• TASK INSTRUCTIONS: The data below should be printed in full, exactly, and without any of its images.

• Stored items:
• • •

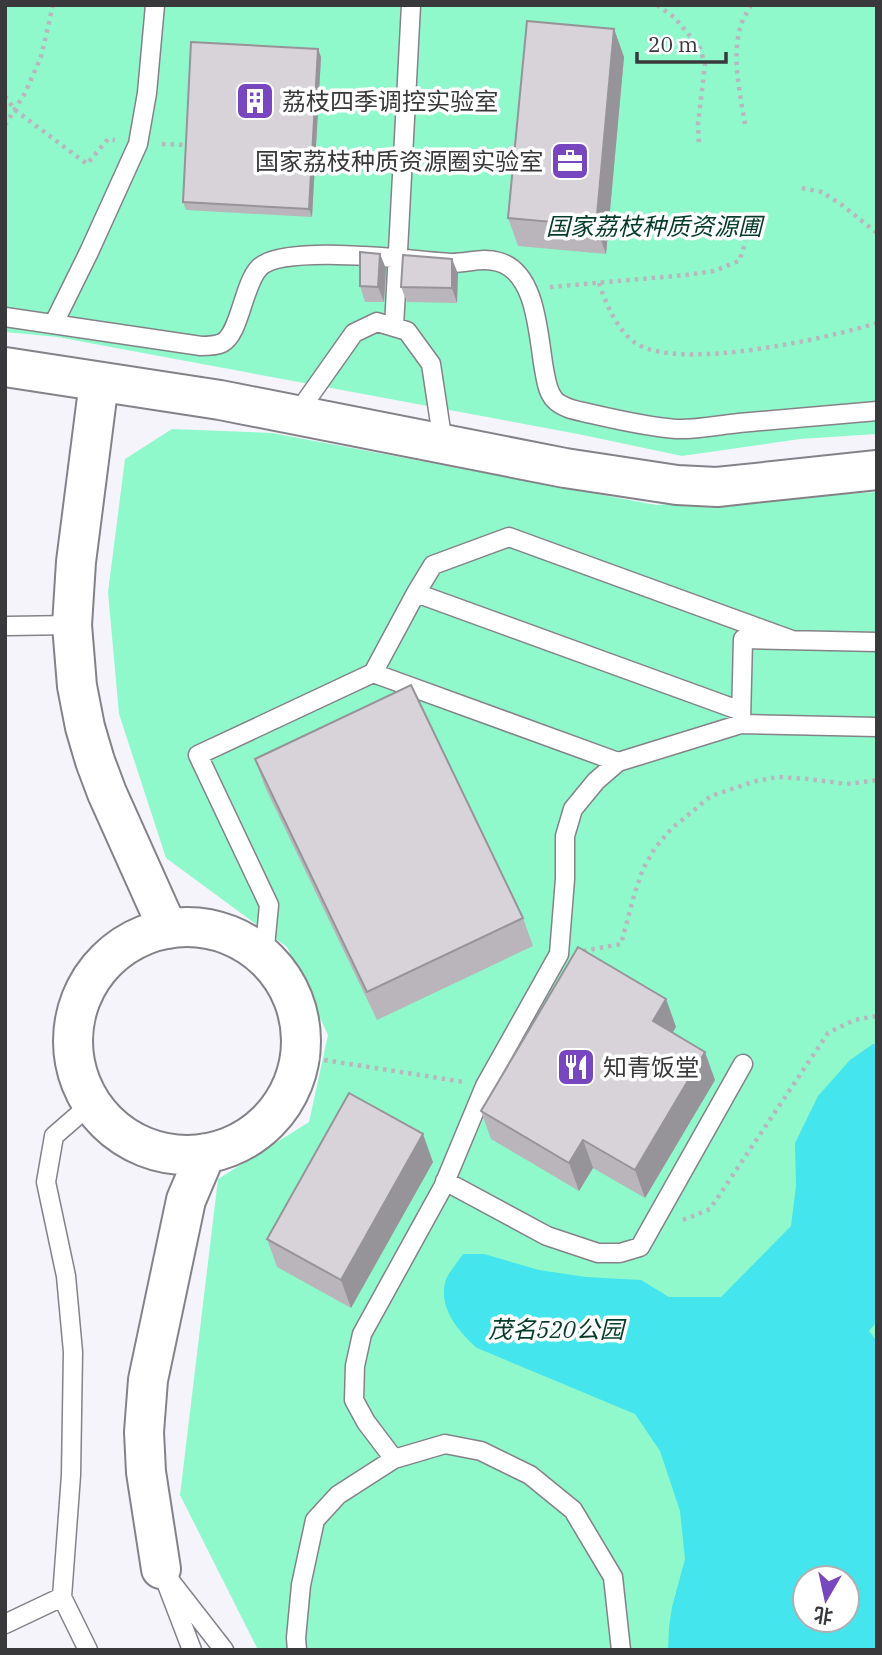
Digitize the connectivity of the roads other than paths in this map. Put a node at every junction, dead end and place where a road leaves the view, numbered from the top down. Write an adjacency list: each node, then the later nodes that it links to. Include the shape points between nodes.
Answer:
1 (155, 5): 5 (lane, via 138,144)
2 (411, 5): 3 (lane)
3 (398, 259): 5 (lane, via 322,254 265,264 250,282 233,332 222,343 201,346); 6 (lane); 9 (lane, via 456,263 481,259 513,269 531,299 547,385 555,400 571,409 677,429)
4 (5, 317): 5 (lane)
5 (54, 323)
6 (394, 327): 10 (lane, via 377,322 354,333); 11 (lane, via 407,331 432,363)
7 (5, 367): 8 (street)
8 (99, 382): 10 (street); 15 (street)
9 (877, 411)
10 (296, 415): 11 (street)
11 (443, 443): 12 (street, via 677,485 717,487)
12 (877, 471)
13 (416, 593): 16 (lane, via 433,565 509,537); 18 (lane); 19 (lane)
14 (6, 623): 15 (lane)
15 (72, 625): 22 (street, via 77,686 95,761)
16 (792, 640): 17 (lane); 19 (lane, via 743,639)
17 (877, 642)
18 (373, 673): 21 (lane); 23 (lane, via 198,755 269,905)
19 (741, 717): 20 (lane); 21 (lane)
20 (877, 727)
21 (618, 762): 27 (lane, via 573,810 565,836 559,954 485,1086)
22 (168, 929): 23 (street, via 219,932); 25 (street, via 123,946 105,961 79,1003 73,1050)
23 (264, 957): 26 (street, via 284,981 297,1010 301,1042 297,1073 283,1102 263,1126 236,1143)
24 (743, 1064): 27 (lane, via 640,1247 598,1253 547,1236)
25 (92, 1103): 26 (street, via 118,1132 138,1143 160,1151); 30 (lane, via 54,1136 46,1182 74,1352)
26 (206, 1153): 29 (street, via 186,1200 148,1380 146,1472)
27 (446, 1181): 28 (lane, via 362,1334 355,1366 354,1400)
28 (394, 1459): 35 (lane, via 338,1495 315,1520 301,1585); 36 (lane, via 445,1444 481,1451 530,1475 573,1510 613,1577)
29 (161, 1569): 33 (lane); 34 (lane)
30 (62, 1597): 31 (lane); 32 (lane)
31 (5, 1624)
32 (88, 1650)
33 (192, 1650)
34 (224, 1650)
35 (297, 1650)
36 (621, 1650)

• • •

• ANSWER TO THE PROBLEM:
Digitize the connectivity of the roads other than paths in this map. Put a node at every junction, dead end and place where a road leaves the view, numbered from the top down. Write an adjacency list: each node, then the later nodes that it links to. Include the shape points between nodes.
Answer:
1 (155, 5): 5 (lane, via 138,144)
2 (411, 5): 3 (lane)
3 (398, 259): 5 (lane, via 322,254 265,264 250,282 233,332 222,343 201,346); 6 (lane); 9 (lane, via 456,263 481,259 513,269 531,299 547,385 555,400 571,409 677,429)
4 (5, 317): 5 (lane)
5 (54, 323)
6 (394, 327): 10 (lane, via 377,322 354,333); 11 (lane, via 407,331 432,363)
7 (5, 367): 8 (street)
8 (99, 382): 10 (street); 15 (street)
9 (877, 411)
10 (296, 415): 11 (street)
11 (443, 443): 12 (street, via 677,485 717,487)
12 (877, 471)
13 (416, 593): 16 (lane, via 433,565 509,537); 18 (lane); 19 (lane)
14 (6, 623): 15 (lane)
15 (72, 625): 22 (street, via 77,686 95,761)
16 (792, 640): 17 (lane); 19 (lane, via 743,639)
17 (877, 642)
18 (373, 673): 21 (lane); 23 (lane, via 198,755 269,905)
19 (741, 717): 20 (lane); 21 (lane)
20 (877, 727)
21 (618, 762): 27 (lane, via 573,810 565,836 559,954 485,1086)
22 (168, 929): 23 (street, via 219,932); 25 (street, via 123,946 105,961 79,1003 73,1050)
23 (264, 957): 26 (street, via 284,981 297,1010 301,1042 297,1073 283,1102 263,1126 236,1143)
24 (743, 1064): 27 (lane, via 640,1247 598,1253 547,1236)
25 (92, 1103): 26 (street, via 118,1132 138,1143 160,1151); 30 (lane, via 54,1136 46,1182 74,1352)
26 (206, 1153): 29 (street, via 186,1200 148,1380 146,1472)
27 (446, 1181): 28 (lane, via 362,1334 355,1366 354,1400)
28 (394, 1459): 35 (lane, via 338,1495 315,1520 301,1585); 36 (lane, via 445,1444 481,1451 530,1475 573,1510 613,1577)
29 (161, 1569): 33 (lane); 34 (lane)
30 (62, 1597): 31 (lane); 32 (lane)
31 (5, 1624)
32 (88, 1650)
33 (192, 1650)
34 (224, 1650)
35 (297, 1650)
36 (621, 1650)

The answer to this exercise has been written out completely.